■ Input for this task:
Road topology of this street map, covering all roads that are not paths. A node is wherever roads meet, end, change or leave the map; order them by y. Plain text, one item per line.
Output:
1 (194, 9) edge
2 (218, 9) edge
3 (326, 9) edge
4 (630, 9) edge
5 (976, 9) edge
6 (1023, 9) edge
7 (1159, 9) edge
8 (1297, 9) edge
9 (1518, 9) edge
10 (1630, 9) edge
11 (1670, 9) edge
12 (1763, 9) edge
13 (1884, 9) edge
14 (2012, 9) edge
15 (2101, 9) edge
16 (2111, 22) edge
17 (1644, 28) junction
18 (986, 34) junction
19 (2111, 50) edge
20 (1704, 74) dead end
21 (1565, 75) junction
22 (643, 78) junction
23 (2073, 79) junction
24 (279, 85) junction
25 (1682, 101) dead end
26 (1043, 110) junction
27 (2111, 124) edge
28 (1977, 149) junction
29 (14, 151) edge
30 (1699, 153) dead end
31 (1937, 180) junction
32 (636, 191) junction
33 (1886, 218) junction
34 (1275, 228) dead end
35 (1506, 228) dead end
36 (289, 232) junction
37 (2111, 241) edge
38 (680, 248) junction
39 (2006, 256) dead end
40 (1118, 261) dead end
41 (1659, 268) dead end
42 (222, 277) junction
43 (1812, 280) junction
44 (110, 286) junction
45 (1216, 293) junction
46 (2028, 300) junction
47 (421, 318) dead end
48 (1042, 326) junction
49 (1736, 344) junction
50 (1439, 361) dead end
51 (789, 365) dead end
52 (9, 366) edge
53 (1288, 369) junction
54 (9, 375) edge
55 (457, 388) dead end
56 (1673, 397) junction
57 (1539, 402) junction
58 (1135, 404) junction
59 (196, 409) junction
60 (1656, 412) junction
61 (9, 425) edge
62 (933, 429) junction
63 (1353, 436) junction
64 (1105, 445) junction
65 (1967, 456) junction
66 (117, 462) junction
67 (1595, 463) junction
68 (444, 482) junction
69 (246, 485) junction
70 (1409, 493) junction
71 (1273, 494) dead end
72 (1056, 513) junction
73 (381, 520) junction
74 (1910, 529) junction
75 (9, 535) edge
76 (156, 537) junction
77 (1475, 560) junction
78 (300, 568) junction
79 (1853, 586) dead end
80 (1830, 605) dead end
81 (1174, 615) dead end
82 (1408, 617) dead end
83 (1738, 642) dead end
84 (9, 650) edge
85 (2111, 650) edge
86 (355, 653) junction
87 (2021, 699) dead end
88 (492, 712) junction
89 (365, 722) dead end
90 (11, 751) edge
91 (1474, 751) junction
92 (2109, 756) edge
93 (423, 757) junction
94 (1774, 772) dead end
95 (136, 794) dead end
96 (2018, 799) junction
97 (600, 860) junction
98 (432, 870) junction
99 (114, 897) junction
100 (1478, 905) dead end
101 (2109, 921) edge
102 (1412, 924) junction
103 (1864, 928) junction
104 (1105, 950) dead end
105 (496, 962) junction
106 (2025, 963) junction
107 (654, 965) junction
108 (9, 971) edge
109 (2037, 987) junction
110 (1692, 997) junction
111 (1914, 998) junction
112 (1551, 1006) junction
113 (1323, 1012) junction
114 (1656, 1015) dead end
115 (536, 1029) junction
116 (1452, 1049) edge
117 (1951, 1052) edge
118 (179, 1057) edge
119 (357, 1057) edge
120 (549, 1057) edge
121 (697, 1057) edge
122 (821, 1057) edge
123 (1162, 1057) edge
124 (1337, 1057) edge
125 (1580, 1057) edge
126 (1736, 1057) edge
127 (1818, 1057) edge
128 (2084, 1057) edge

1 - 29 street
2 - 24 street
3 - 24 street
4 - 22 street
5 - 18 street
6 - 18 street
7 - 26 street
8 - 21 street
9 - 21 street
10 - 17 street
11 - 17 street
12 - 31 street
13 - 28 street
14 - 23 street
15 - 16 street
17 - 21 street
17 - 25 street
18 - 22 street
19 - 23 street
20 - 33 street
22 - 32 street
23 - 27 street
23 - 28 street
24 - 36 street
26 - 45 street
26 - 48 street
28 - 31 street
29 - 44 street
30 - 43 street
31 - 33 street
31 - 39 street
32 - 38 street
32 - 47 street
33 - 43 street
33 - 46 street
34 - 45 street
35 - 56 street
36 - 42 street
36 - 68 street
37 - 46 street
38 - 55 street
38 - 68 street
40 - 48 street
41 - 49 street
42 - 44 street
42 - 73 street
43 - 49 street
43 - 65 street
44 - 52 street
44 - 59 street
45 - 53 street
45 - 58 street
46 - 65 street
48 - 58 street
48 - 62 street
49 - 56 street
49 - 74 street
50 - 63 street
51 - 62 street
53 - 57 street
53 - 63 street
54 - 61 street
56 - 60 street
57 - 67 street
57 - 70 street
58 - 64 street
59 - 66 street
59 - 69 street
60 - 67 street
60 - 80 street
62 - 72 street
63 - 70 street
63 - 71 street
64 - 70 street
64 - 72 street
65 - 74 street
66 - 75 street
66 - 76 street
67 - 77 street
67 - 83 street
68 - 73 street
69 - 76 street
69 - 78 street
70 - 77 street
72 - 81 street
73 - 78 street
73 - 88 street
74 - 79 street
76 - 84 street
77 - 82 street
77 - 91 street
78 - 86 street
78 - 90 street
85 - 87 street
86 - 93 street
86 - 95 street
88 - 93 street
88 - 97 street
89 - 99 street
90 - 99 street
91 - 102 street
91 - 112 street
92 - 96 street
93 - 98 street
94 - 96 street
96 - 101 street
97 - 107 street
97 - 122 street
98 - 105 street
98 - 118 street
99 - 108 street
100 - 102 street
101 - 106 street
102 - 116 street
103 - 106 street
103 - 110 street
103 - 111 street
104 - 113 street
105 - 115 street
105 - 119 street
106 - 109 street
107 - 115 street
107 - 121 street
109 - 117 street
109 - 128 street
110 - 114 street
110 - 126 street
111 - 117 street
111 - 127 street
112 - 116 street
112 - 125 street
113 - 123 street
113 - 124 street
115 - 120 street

■ Work required: Reproduce the entries above in full by retyping them exactly.

■ Task result:
Road topology of this street map, covering all roads that are not paths. A node is wherever roads meet, end, change or leave the map; order them by y. Plain text, one item per line.
Output:
1 (194, 9) edge
2 (218, 9) edge
3 (326, 9) edge
4 (630, 9) edge
5 (976, 9) edge
6 (1023, 9) edge
7 (1159, 9) edge
8 (1297, 9) edge
9 (1518, 9) edge
10 (1630, 9) edge
11 (1670, 9) edge
12 (1763, 9) edge
13 (1884, 9) edge
14 (2012, 9) edge
15 (2101, 9) edge
16 (2111, 22) edge
17 (1644, 28) junction
18 (986, 34) junction
19 (2111, 50) edge
20 (1704, 74) dead end
21 (1565, 75) junction
22 (643, 78) junction
23 (2073, 79) junction
24 (279, 85) junction
25 (1682, 101) dead end
26 (1043, 110) junction
27 (2111, 124) edge
28 (1977, 149) junction
29 (14, 151) edge
30 (1699, 153) dead end
31 (1937, 180) junction
32 (636, 191) junction
33 (1886, 218) junction
34 (1275, 228) dead end
35 (1506, 228) dead end
36 (289, 232) junction
37 (2111, 241) edge
38 (680, 248) junction
39 (2006, 256) dead end
40 (1118, 261) dead end
41 (1659, 268) dead end
42 (222, 277) junction
43 (1812, 280) junction
44 (110, 286) junction
45 (1216, 293) junction
46 (2028, 300) junction
47 (421, 318) dead end
48 (1042, 326) junction
49 (1736, 344) junction
50 (1439, 361) dead end
51 (789, 365) dead end
52 (9, 366) edge
53 (1288, 369) junction
54 (9, 375) edge
55 (457, 388) dead end
56 (1673, 397) junction
57 (1539, 402) junction
58 (1135, 404) junction
59 (196, 409) junction
60 (1656, 412) junction
61 (9, 425) edge
62 (933, 429) junction
63 (1353, 436) junction
64 (1105, 445) junction
65 (1967, 456) junction
66 (117, 462) junction
67 (1595, 463) junction
68 (444, 482) junction
69 (246, 485) junction
70 (1409, 493) junction
71 (1273, 494) dead end
72 (1056, 513) junction
73 (381, 520) junction
74 (1910, 529) junction
75 (9, 535) edge
76 (156, 537) junction
77 (1475, 560) junction
78 (300, 568) junction
79 (1853, 586) dead end
80 (1830, 605) dead end
81 (1174, 615) dead end
82 (1408, 617) dead end
83 (1738, 642) dead end
84 (9, 650) edge
85 (2111, 650) edge
86 (355, 653) junction
87 (2021, 699) dead end
88 (492, 712) junction
89 (365, 722) dead end
90 (11, 751) edge
91 (1474, 751) junction
92 (2109, 756) edge
93 (423, 757) junction
94 (1774, 772) dead end
95 (136, 794) dead end
96 (2018, 799) junction
97 (600, 860) junction
98 (432, 870) junction
99 (114, 897) junction
100 (1478, 905) dead end
101 (2109, 921) edge
102 (1412, 924) junction
103 (1864, 928) junction
104 (1105, 950) dead end
105 (496, 962) junction
106 (2025, 963) junction
107 (654, 965) junction
108 (9, 971) edge
109 (2037, 987) junction
110 (1692, 997) junction
111 (1914, 998) junction
112 (1551, 1006) junction
113 (1323, 1012) junction
114 (1656, 1015) dead end
115 (536, 1029) junction
116 (1452, 1049) edge
117 (1951, 1052) edge
118 (179, 1057) edge
119 (357, 1057) edge
120 (549, 1057) edge
121 (697, 1057) edge
122 (821, 1057) edge
123 (1162, 1057) edge
124 (1337, 1057) edge
125 (1580, 1057) edge
126 (1736, 1057) edge
127 (1818, 1057) edge
128 (2084, 1057) edge

1 - 29 street
2 - 24 street
3 - 24 street
4 - 22 street
5 - 18 street
6 - 18 street
7 - 26 street
8 - 21 street
9 - 21 street
10 - 17 street
11 - 17 street
12 - 31 street
13 - 28 street
14 - 23 street
15 - 16 street
17 - 21 street
17 - 25 street
18 - 22 street
19 - 23 street
20 - 33 street
22 - 32 street
23 - 27 street
23 - 28 street
24 - 36 street
26 - 45 street
26 - 48 street
28 - 31 street
29 - 44 street
30 - 43 street
31 - 33 street
31 - 39 street
32 - 38 street
32 - 47 street
33 - 43 street
33 - 46 street
34 - 45 street
35 - 56 street
36 - 42 street
36 - 68 street
37 - 46 street
38 - 55 street
38 - 68 street
40 - 48 street
41 - 49 street
42 - 44 street
42 - 73 street
43 - 49 street
43 - 65 street
44 - 52 street
44 - 59 street
45 - 53 street
45 - 58 street
46 - 65 street
48 - 58 street
48 - 62 street
49 - 56 street
49 - 74 street
50 - 63 street
51 - 62 street
53 - 57 street
53 - 63 street
54 - 61 street
56 - 60 street
57 - 67 street
57 - 70 street
58 - 64 street
59 - 66 street
59 - 69 street
60 - 67 street
60 - 80 street
62 - 72 street
63 - 70 street
63 - 71 street
64 - 70 street
64 - 72 street
65 - 74 street
66 - 75 street
66 - 76 street
67 - 77 street
67 - 83 street
68 - 73 street
69 - 76 street
69 - 78 street
70 - 77 street
72 - 81 street
73 - 78 street
73 - 88 street
74 - 79 street
76 - 84 street
77 - 82 street
77 - 91 street
78 - 86 street
78 - 90 street
85 - 87 street
86 - 93 street
86 - 95 street
88 - 93 street
88 - 97 street
89 - 99 street
90 - 99 street
91 - 102 street
91 - 112 street
92 - 96 street
93 - 98 street
94 - 96 street
96 - 101 street
97 - 107 street
97 - 122 street
98 - 105 street
98 - 118 street
99 - 108 street
100 - 102 street
101 - 106 street
102 - 116 street
103 - 106 street
103 - 110 street
103 - 111 street
104 - 113 street
105 - 115 street
105 - 119 street
106 - 109 street
107 - 115 street
107 - 121 street
109 - 117 street
109 - 128 street
110 - 114 street
110 - 126 street
111 - 117 street
111 - 127 street
112 - 116 street
112 - 125 street
113 - 123 street
113 - 124 street
115 - 120 street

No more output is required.